Opinion
4:21-cv-1344-CLM
09-28-2022
MEMORANDUM OPINION AND ORDER
COREY L. MAZE, UNITED STATES DISTRICT JUDGE
Plaintiff Michael Watkins built a boathouse on Lake Guntersville with lumber known by locals as “YellaWood.” Watkins' YellaWood was manufactured by Great Southern Wood Preserving, Inc. and Consolidated Forest Products, LLC (CFP) and treated by Koppers Performance Chemicals (Koppers, formerly Osmose). Watkins says that his YellaWood decayed and rotted and the defendants have not replaced it or repaid its value. So Watkins sues Great Southern, CFP, Koppers, and Discount Building Supply Company (the store that sold him the wood) based on a variety of breach of warranty claims. Three defendants-Great Southern, Koppers, and CFP-have moved to dismiss the claims against them based on warranties they attach to their motions. Watkins has moved to strike the warranties (doc. 30) and opposes the motions to dismiss.

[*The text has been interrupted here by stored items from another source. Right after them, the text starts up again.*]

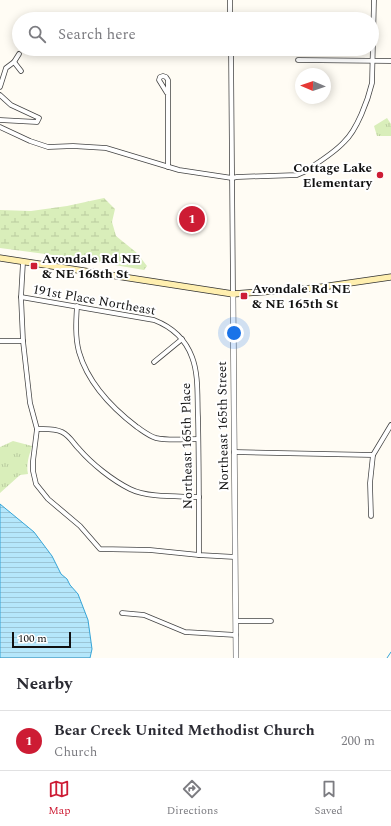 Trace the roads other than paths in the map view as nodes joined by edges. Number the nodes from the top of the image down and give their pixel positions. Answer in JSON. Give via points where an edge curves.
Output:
{"nodes":[{"id":1,"x":230,"y":0,"type":"edge"},
{"id":2,"x":374,"y":0,"type":"edge"},
{"id":3,"x":230,"y":12,"type":"edge"},
{"id":4,"x":374,"y":12,"type":"edge"},
{"id":5,"x":18,"y":56,"type":"edge"},
{"id":6,"x":231,"y":56,"type":"edge"},
{"id":7,"x":373,"y":56,"type":"edge"},
{"id":8,"x":298,"y":60,"type":"dead end"},
{"id":9,"x":373,"y":61,"type":"junction"},
{"id":10,"x":391,"y":61,"type":"edge"},
{"id":11,"x":14,"y":62,"type":"junction"},
{"id":12,"x":21,"y":71,"type":"dead end"},
{"id":13,"x":0,"y":87,"type":"edge"},
{"id":14,"x":167,"y":93,"type":"dead end"},
{"id":15,"x":0,"y":95,"type":"edge"},
{"id":16,"x":0,"y":120,"type":"edge"},
{"id":17,"x":0,"y":127,"type":"edge"},
{"id":18,"x":168,"y":167,"type":"junction"},
{"id":19,"x":232,"y":178,"type":"junction"},
{"id":20,"x":0,"y":258,"type":"edge"},
{"id":21,"x":23,"y":262,"type":"junction"},
{"id":22,"x":391,"y":277,"type":"edge"},
{"id":23,"x":233,"y":294,"type":"junction"},
{"id":24,"x":21,"y":297,"type":"junction"},
{"id":25,"x":77,"y":306,"type":"junction"},
{"id":26,"x":182,"y":339,"type":"junction"},
{"id":27,"x":0,"y":341,"type":"edge"},
{"id":28,"x":23,"y":341,"type":"junction"},
{"id":29,"x":154,"y":362,"type":"dead end"},
{"id":30,"x":391,"y":426,"type":"edge"},
{"id":31,"x":38,"y":429,"type":"junction"},
{"id":32,"x":198,"y":440,"type":"junction"},
{"id":33,"x":234,"y":452,"type":"junction"},
{"id":34,"x":373,"y":455,"type":"junction"},
{"id":35,"x":199,"y":497,"type":"junction"},
{"id":36,"x":371,"y":516,"type":"dead end"},
{"id":37,"x":199,"y":555,"type":"junction"},
{"id":38,"x":235,"y":557,"type":"junction"},
{"id":39,"x":122,"y":613,"type":"dead end"},
{"id":40,"x":236,"y":621,"type":"junction"},
{"id":41,"x":271,"y":621,"type":"dead end"},
{"id":42,"x":236,"y":635,"type":"junction"},
{"id":43,"x":236,"y":658,"type":"edge"}],
"edges":[{"from":1,"to":3,"type":"street"},
{"from":2,"to":4,"type":"street"},
{"from":5,"to":11,"type":"street"},
{"from":6,"to":19,"type":"street","name":"Northeast 165th Street"},
{"from":7,"to":9,"type":"street"},
{"from":8,"to":9,"type":"street"},
{"from":9,"to":10,"type":"street"},
{"from":9,"to":19,"type":"street","via":[[372,83],[367,98],[344,143],[304,172]]},
{"from":11,"to":12,"type":"street"},
{"from":11,"to":13,"type":"street","via":[[6,68]]},
{"from":14,"to":18,"type":"street"},
{"from":15,"to":16,"type":"street","via":[[11,105],[39,118],[37,122]]},
{"from":17,"to":18,"type":"street","via":[[48,147],[106,148]]},
{"from":18,"to":19,"type":"street"},
{"from":19,"to":23,"type":"street","name":"Northeast 165th Street"},
{"from":20,"to":21,"type":"main road"},
{"from":21,"to":23,"type":"main road"},
{"from":21,"to":24,"type":"street"},
{"from":22,"to":23,"type":"main road","via":[[315,288]]},
{"from":23,"to":33,"type":"street","name":"Northeast 165th Street"},
{"from":24,"to":25,"type":"street","name":"191st Place Northeast"},
{"from":24,"to":28,"type":"street"},
{"from":25,"to":26,"type":"street","name":"191st Place Northeast","via":[[154,320],[171,328]]},
{"from":25,"to":32,"type":"street","via":[[76,337],[82,362],[109,402],[146,434],[156,438]]},
{"from":26,"to":29,"type":"street"},
{"from":26,"to":32,"type":"street","name":"Northeast 165th Place","via":[[195,368]]},
{"from":27,"to":28,"type":"street"},
{"from":28,"to":31,"type":"street","via":[[30,403]]},
{"from":30,"to":34,"type":"street"},
{"from":31,"to":35,"type":"street","via":[[56,430],[69,436],[79,450],[116,481],[131,490],[151,495]]},
{"from":31,"to":37,"type":"street","via":[[33,461],[36,484],[48,499],[80,526],[100,548]]},
{"from":32,"to":35,"type":"street","name":"Northeast 165th Place"},
{"from":33,"to":34,"type":"street"},
{"from":33,"to":38,"type":"street","name":"Northeast 165th Street"},
{"from":34,"to":36,"type":"street","via":[[370,483]]},
{"from":35,"to":37,"type":"street","name":"Northeast 165th Place"},
{"from":37,"to":38,"type":"street"},
{"from":38,"to":40,"type":"street","name":"Northeast 165th Street"},
{"from":39,"to":42,"type":"street","via":[[144,615],[185,632]]},
{"from":40,"to":41,"type":"street"},
{"from":40,"to":42,"type":"street","name":"Northeast 165th Street"},
{"from":42,"to":43,"type":"street","name":"Northeast 165th Street"}]}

For the reasons stated below, the court will DENY Watkins' motion to strike the warranties that Great Southern and Koppers rely on (doc. 30) and GRANT Watkins' motion to strike the pictures of end tags that CFP relies on (id.). The court will GRANT Great Southern's motion to dismiss Counts I and III with prejudice and Count II without prejudice (doc. 16). The court will GRANT Koppers' motions to dismiss Count II without prejudice and DENY Koppers' motion to dismiss Counts I and III (doc. 14). And the court will DENY CFP's motion to dismiss (doc 25).
STANDARD OF REVIEW
Under Federal Rule of Civil Procedure 8(a)(2), a plaintiff must provide “a short and plain statement of the claim showing that the pleader is entitled to relief.” To survive a motion to dismiss under Rule 12(b)(6), the “[f]actual allegations [in the complaint] must be enough to raise a right to relief above the speculative level.” Bell Atl. Corp. v. Twombly, 550 U.S. 544, 555 (2007) (citation omitted). This “requires more than labels and conclusions, and a formulaic recitation of the elements of a cause of action will not do.” Id. (citation omitted). “To survive a motion to dismiss, a complaint must contain sufficient factual matter, accepted as true, to ‘state a claim to relief that is plausible on its face.' Ashcroft v. Iqbal, 556 U.S. 662, 678 (2009) (quoting Twombly, 550 U.S. 544, 556).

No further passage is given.